### TASK BRIEF
In your copy, leave out the pictures and repeat every record exactly.

### GIVEN RECORDS

··········

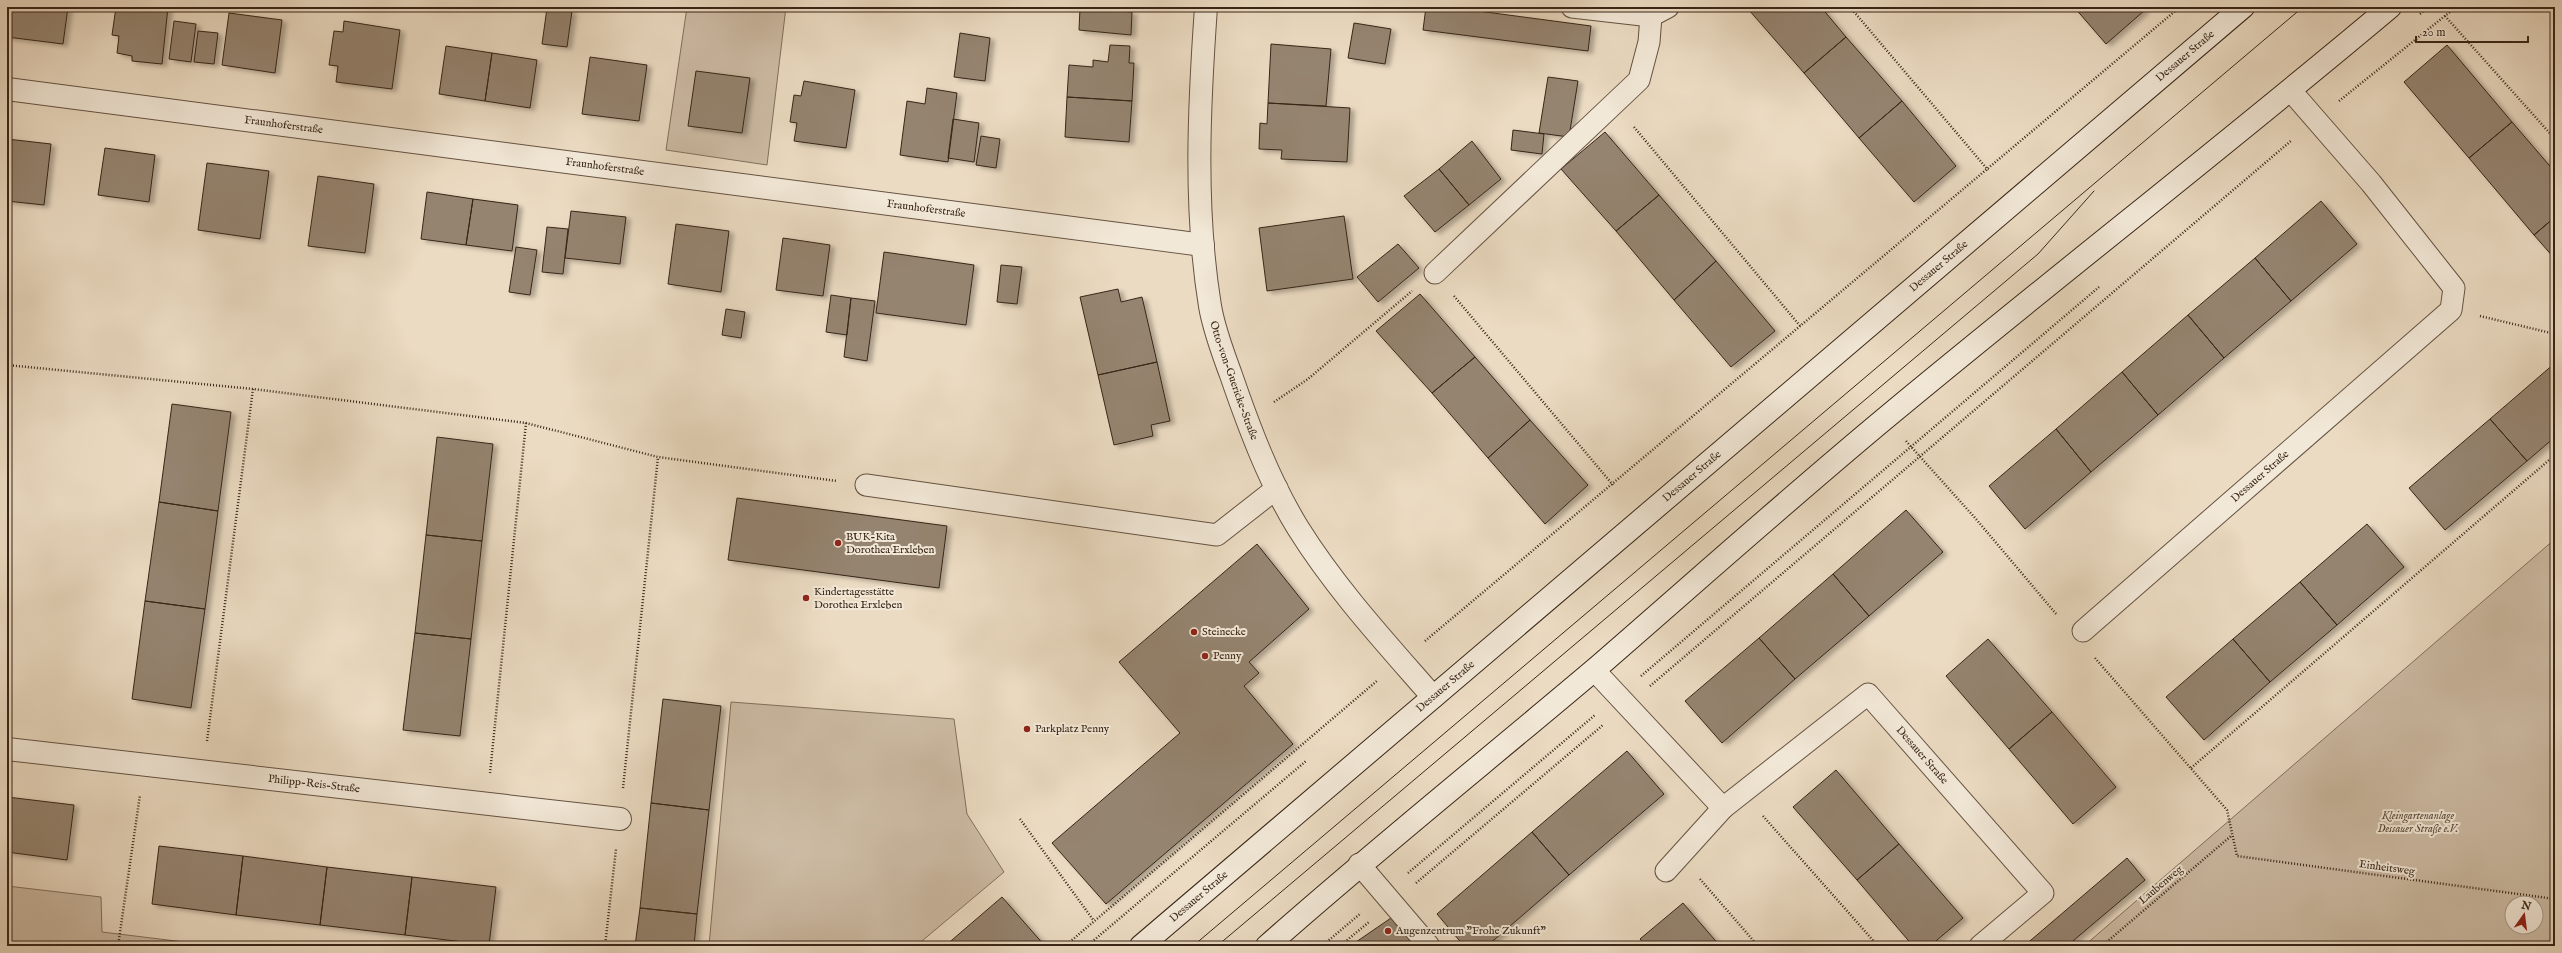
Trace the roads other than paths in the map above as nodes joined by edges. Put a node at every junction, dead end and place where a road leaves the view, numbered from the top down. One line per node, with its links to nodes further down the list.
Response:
1 (1206, 7): 8 (main road, Otto-von-Guericke-Straße)
2 (1572, 7): 5 (lane)
3 (2243, 7): 14 (main road, Dessauer Straße)
4 (2390, 7): 7 (main road)
5 (1659, 12): 9 (lane)
6 (7, 89): 8 (main road, Fraunhoferstraße)
7 (2291, 90): 12 (lane, Dessauer Straße); 13 (main road)
8 (1203, 245): 11 (main road, Otto-von-Guericke-Straße)
9 (1435, 273)
10 (866, 485): 11 (lane)
11 (1277, 488): 14 (main road, Otto-von-Guericke-Straße)
12 (2078, 632)
13 (1594, 670): 16 (lane); 18 (main road)
14 (1433, 697): 20 (main road, Dessauer Straße)
15 (7, 749): 17 (main road, Philipp-Reis-Straße)
16 (1723, 808): 19 (lane, Dessauer Straße); 23 (lane, Dessauer Straße)
17 (620, 819)
18 (1359, 864): 21 (main road); 22 (lane)
19 (1673, 864)
20 (1141, 946)
21 (1267, 946)
22 (1428, 946)
23 (1980, 946)

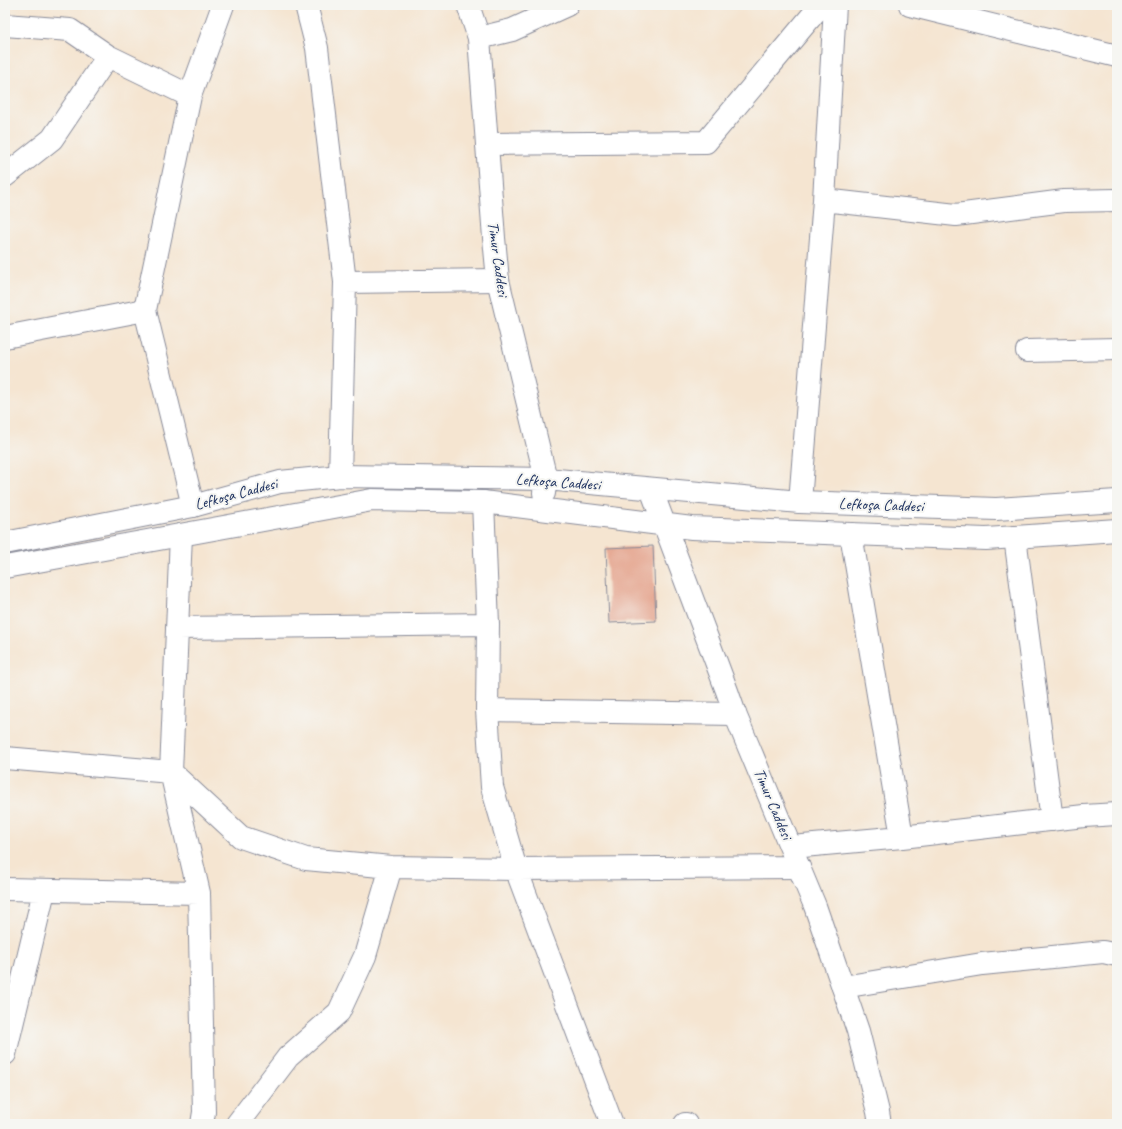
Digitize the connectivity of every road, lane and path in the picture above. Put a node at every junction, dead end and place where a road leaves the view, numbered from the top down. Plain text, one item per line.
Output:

··········

### ANSWER BELOW
Trace the roads other than paths in the map above as nodes joined by edges. Put a node at every junction, dead end and place where a road leaves the view, numbered from the top down. One line per node, with its links to nodes further down the list.
Response:
1 (1206, 7): 8 (main road, Otto-von-Guericke-Straße)
2 (1572, 7): 5 (lane)
3 (2243, 7): 14 (main road, Dessauer Straße)
4 (2390, 7): 7 (main road)
5 (1659, 12): 9 (lane)
6 (7, 89): 8 (main road, Fraunhoferstraße)
7 (2291, 90): 12 (lane, Dessauer Straße); 13 (main road)
8 (1203, 245): 11 (main road, Otto-von-Guericke-Straße)
9 (1435, 273)
10 (866, 485): 11 (lane)
11 (1277, 488): 14 (main road, Otto-von-Guericke-Straße)
12 (2078, 632)
13 (1594, 670): 16 (lane); 18 (main road)
14 (1433, 697): 20 (main road, Dessauer Straße)
15 (7, 749): 17 (main road, Philipp-Reis-Straße)
16 (1723, 808): 19 (lane, Dessauer Straße); 23 (lane, Dessauer Straße)
17 (620, 819)
18 (1359, 864): 21 (main road); 22 (lane)
19 (1673, 864)
20 (1141, 946)
21 (1267, 946)
22 (1428, 946)
23 (1980, 946)

Digitize the connectivity of every road, lane and path in the picture above. Put a node at every junction, dead end and place where a road leaves the view, numbered from the top down. Plain text, one item per line.
Output:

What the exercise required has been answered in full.